> [DATA IN THIS EXERCISE]
────────────────

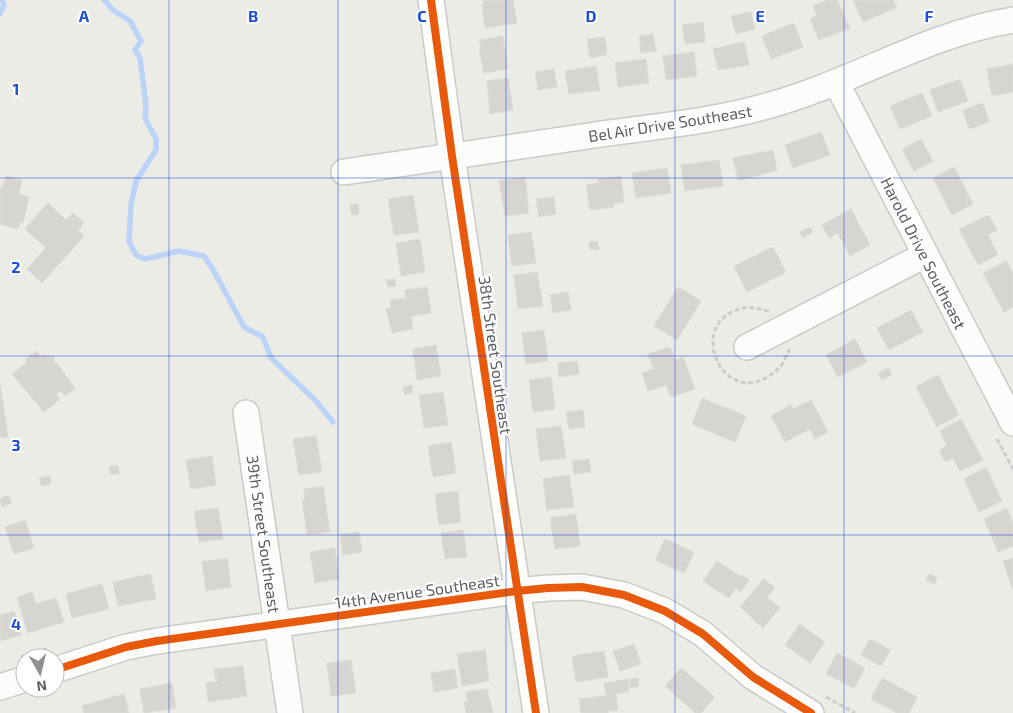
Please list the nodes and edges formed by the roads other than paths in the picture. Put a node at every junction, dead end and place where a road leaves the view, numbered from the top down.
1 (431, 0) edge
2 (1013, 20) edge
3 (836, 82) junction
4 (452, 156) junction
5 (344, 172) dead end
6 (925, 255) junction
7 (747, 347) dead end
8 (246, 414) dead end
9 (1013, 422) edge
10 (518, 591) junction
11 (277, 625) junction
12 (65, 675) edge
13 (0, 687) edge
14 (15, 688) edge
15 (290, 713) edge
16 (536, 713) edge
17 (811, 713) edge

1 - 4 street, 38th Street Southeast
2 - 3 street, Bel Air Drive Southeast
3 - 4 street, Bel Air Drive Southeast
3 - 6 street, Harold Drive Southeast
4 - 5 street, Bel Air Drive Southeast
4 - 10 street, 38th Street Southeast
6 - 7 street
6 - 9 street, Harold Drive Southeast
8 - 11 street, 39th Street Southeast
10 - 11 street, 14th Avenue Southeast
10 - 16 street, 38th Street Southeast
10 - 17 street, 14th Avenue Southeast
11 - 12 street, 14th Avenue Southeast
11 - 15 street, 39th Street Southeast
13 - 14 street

────────────────

> [WHAT NEEDS TO BE DONE] Dropping every picture, restate the material word for word.

> [EXPECTED ANSWER]
Please list the nodes and edges formed by the roads other than paths in the picture. Put a node at every junction, dead end and place where a road leaves the view, numbered from the top down.
1 (431, 0) edge
2 (1013, 20) edge
3 (836, 82) junction
4 (452, 156) junction
5 (344, 172) dead end
6 (925, 255) junction
7 (747, 347) dead end
8 (246, 414) dead end
9 (1013, 422) edge
10 (518, 591) junction
11 (277, 625) junction
12 (65, 675) edge
13 (0, 687) edge
14 (15, 688) edge
15 (290, 713) edge
16 (536, 713) edge
17 (811, 713) edge

1 - 4 street, 38th Street Southeast
2 - 3 street, Bel Air Drive Southeast
3 - 4 street, Bel Air Drive Southeast
3 - 6 street, Harold Drive Southeast
4 - 5 street, Bel Air Drive Southeast
4 - 10 street, 38th Street Southeast
6 - 7 street
6 - 9 street, Harold Drive Southeast
8 - 11 street, 39th Street Southeast
10 - 11 street, 14th Avenue Southeast
10 - 16 street, 38th Street Southeast
10 - 17 street, 14th Avenue Southeast
11 - 12 street, 14th Avenue Southeast
11 - 15 street, 39th Street Southeast
13 - 14 street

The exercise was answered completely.